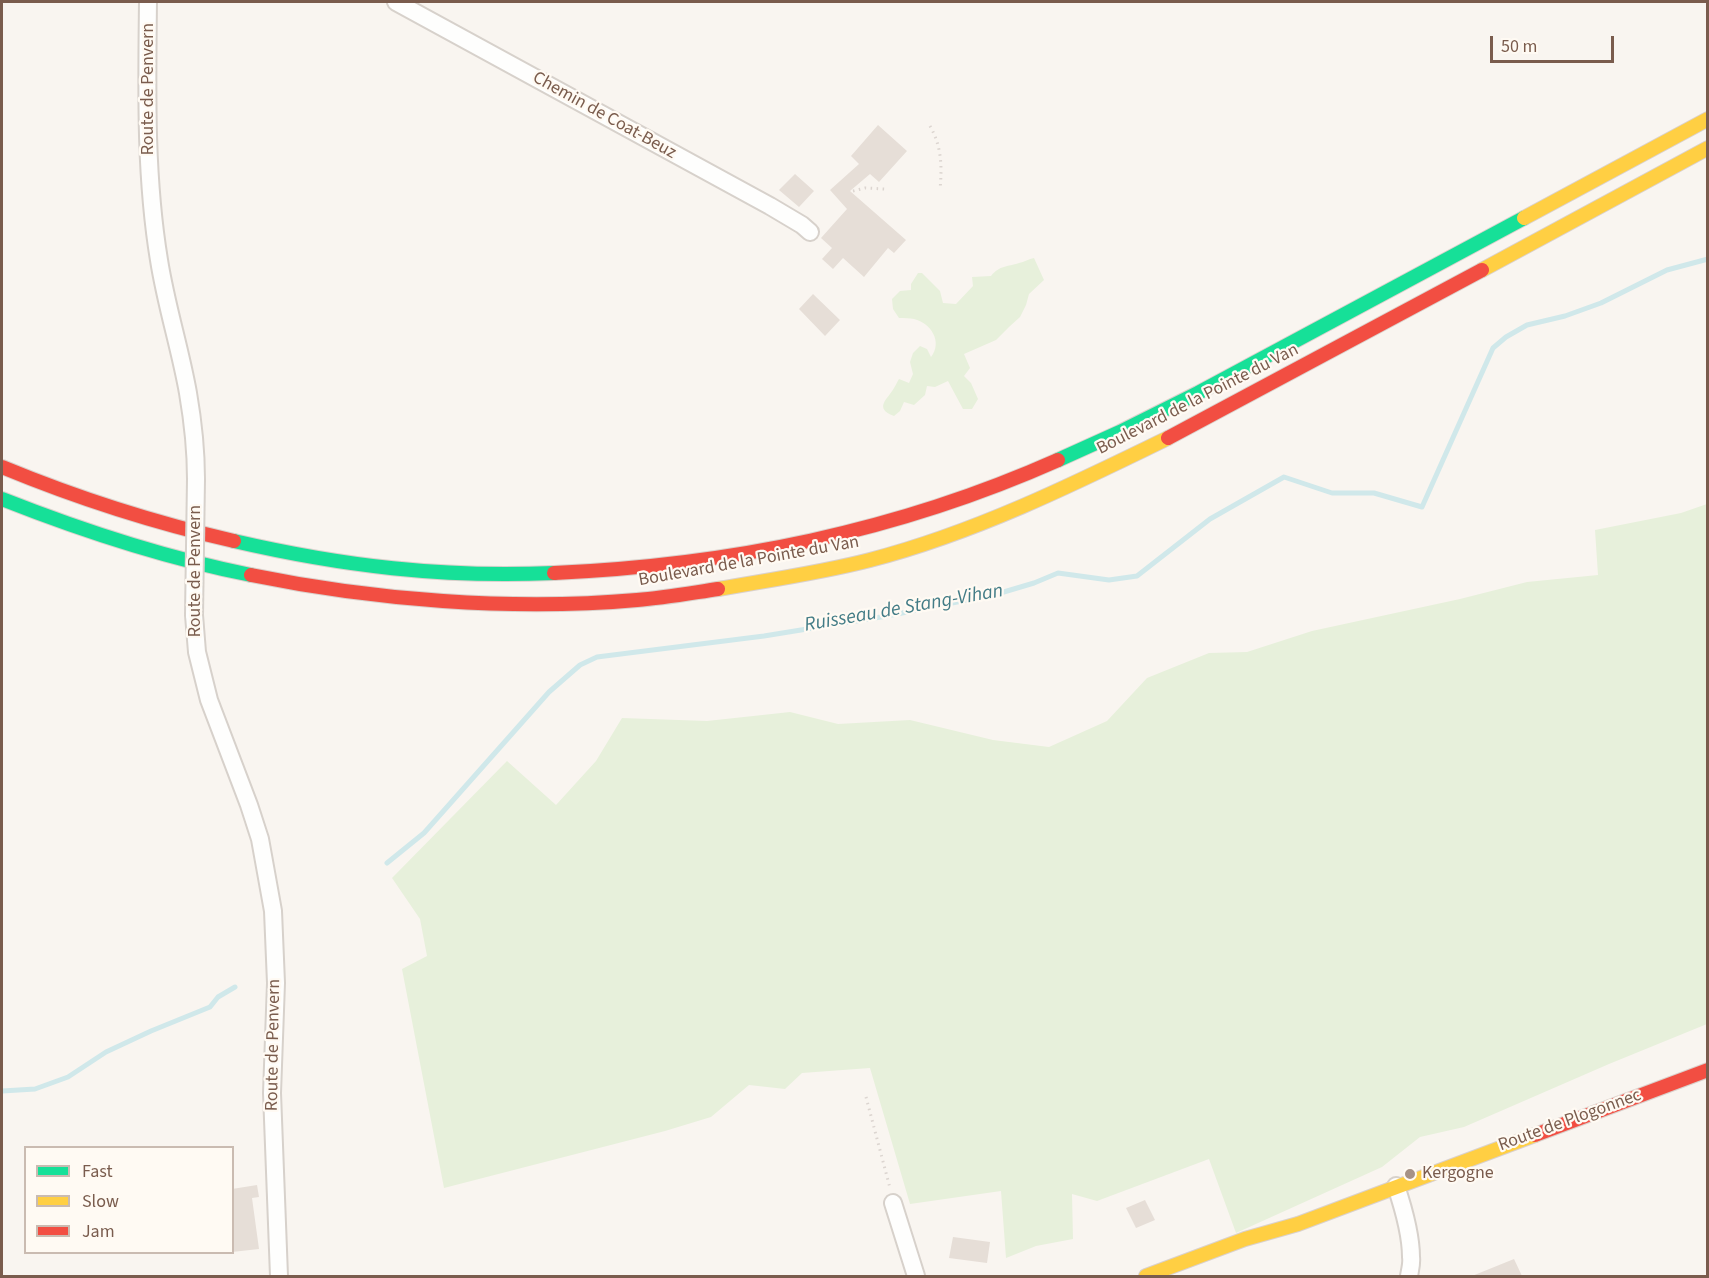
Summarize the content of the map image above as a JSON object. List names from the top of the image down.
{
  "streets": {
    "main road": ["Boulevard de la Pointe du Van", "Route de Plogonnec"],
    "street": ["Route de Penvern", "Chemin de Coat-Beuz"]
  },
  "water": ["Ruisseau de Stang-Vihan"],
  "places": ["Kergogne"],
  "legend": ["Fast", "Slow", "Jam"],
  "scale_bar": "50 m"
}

• • • • •

■ **Task statement**: Write the entries out again exactly as they appear, with the pictures omitted.

■ **Written response**:
Summarize the content of the map image above as a JSON object. List names from the top of the image down.
{
  "streets": {
    "main road": ["Boulevard de la Pointe du Van", "Route de Plogonnec"],
    "street": ["Route de Penvern", "Chemin de Coat-Beuz"]
  },
  "water": ["Ruisseau de Stang-Vihan"],
  "places": ["Kergogne"],
  "legend": ["Fast", "Slow", "Jam"],
  "scale_bar": "50 m"
}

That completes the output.